We'll be using the same form but this time, please make sure that the User Email Setup is enabled. You can also disable the administrator Email Setup if you like; we won't need it for this recipe.

Tip

You can enable or disable an Email Setup in the Email Properties box for the setup. Set the Enabled drop-down to YES or NO and click Apply.

You'll also need a file to attach. We'll use a file called newsletter.pdf that's been uploaded to the site with the site Media Manager into the root/images folder (that's the default folder for the Media Manager).

How to do it...

  1. ChronoForms doesn't have a box that you can fill in to do this so we need to add some code to the OnSubmit Before box in the Form Editor.

Note

If you already have code in the box - we added some in a previous recipe - that's fine. This code block can go before (or after) that one in the box.

ChronoForms adds the form attachments to a $attachments array and we are going to add an extra entry to that. The code is short, once you know what it is:

<?php
$form_id = $MyForm->formrow->id;
$MyUploads =& CFUploads::getInstance($form_id);
$MyUploads->attachments[] = 'images'.DS.'newsletter.pdf';
?>

Taking this line by line:

  • $form_id = $MyForm->formrow->id;

    This gets the form ID, the entry you see in the first column of the Forms Manager. This is the internal identifier for the form and must be unique.

  • $MyUploads =& CFUploads::getInstance($form_id);

    This gets a copy of a ChronoForms object that holds the uploads information for this form. In this case it's empty but if there had been files uploaded for the form, the information about them would be temporarily stored here.

  • $MyUploads->attachments[] = 'images'.DS.'newsletter.pdf';

    This adds a new "upload" entry to the ChronoForms Uploads Object, though in this case it's not an upload but our static file. ChronoForms isn't fussy and will quite happily accept this.

Note

Note that the path uses .DS. instead of / or \, because the Default Separator (DS) can vary depending on the server Joomla! adopts this more flexible version. We've used the partial path here 'images'.DS.'newsletter.pdf', to be a bit more thorough we could have added the fuller JPATH_ROOT.DS.'images'.DS.'newsletter.pdf'.

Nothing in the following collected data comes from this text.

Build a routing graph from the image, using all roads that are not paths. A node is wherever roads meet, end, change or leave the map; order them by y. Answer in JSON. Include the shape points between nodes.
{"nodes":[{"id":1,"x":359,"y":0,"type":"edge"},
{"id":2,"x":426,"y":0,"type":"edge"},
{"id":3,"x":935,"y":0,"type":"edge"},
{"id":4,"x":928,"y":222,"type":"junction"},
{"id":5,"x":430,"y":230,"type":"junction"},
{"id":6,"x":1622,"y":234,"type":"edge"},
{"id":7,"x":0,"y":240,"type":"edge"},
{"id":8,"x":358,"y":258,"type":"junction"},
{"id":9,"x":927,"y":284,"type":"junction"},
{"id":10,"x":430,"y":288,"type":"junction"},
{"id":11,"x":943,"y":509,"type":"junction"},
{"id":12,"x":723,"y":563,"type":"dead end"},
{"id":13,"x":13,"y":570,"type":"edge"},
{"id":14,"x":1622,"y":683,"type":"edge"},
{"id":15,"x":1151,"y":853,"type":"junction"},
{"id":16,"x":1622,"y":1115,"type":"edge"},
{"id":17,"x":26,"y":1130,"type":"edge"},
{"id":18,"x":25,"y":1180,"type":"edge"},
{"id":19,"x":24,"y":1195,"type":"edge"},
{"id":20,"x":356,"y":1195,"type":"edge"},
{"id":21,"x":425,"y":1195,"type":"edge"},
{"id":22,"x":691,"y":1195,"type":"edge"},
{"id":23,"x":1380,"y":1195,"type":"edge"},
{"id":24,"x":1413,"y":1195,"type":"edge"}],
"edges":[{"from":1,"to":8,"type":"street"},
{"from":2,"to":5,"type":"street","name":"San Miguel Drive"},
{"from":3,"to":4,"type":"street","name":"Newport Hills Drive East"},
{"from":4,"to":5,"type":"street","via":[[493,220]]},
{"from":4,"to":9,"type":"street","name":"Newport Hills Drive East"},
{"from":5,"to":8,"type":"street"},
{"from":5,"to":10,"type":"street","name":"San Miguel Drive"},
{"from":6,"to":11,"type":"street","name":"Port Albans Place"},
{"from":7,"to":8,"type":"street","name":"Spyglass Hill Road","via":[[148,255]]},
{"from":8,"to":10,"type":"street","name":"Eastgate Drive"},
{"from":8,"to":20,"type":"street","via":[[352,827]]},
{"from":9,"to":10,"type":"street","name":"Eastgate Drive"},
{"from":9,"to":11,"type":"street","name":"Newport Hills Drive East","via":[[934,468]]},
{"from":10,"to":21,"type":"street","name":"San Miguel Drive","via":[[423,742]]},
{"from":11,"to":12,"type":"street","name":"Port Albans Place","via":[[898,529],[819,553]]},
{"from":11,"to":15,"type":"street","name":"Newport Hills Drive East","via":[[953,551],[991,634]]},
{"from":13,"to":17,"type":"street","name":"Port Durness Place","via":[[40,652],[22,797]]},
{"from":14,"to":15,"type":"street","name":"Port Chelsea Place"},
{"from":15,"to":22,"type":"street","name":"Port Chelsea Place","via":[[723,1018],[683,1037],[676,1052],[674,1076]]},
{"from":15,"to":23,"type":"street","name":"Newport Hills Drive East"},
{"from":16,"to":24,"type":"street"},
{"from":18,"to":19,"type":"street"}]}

With those three lines in place ChronoForms will attach the sample newsletter file to each e-mail that it sends out.

Note

Note that if you have more than one e-mail setup then the file will be attached to both of them unless you disable attachments on one or the other. At the moment, there is no way of having two Email Setups with different file attachments (though it could be achieved by hand coding an e-mail setup).

How it works...

ChronoForms has built-in code to attach an uploaded file to an e-mail. We are hijacking that code to get it to send the standard file.

As we go on to more complex recipes we will quite often come back to this idea of "adopting and adapting" the standard features of ChronoForms.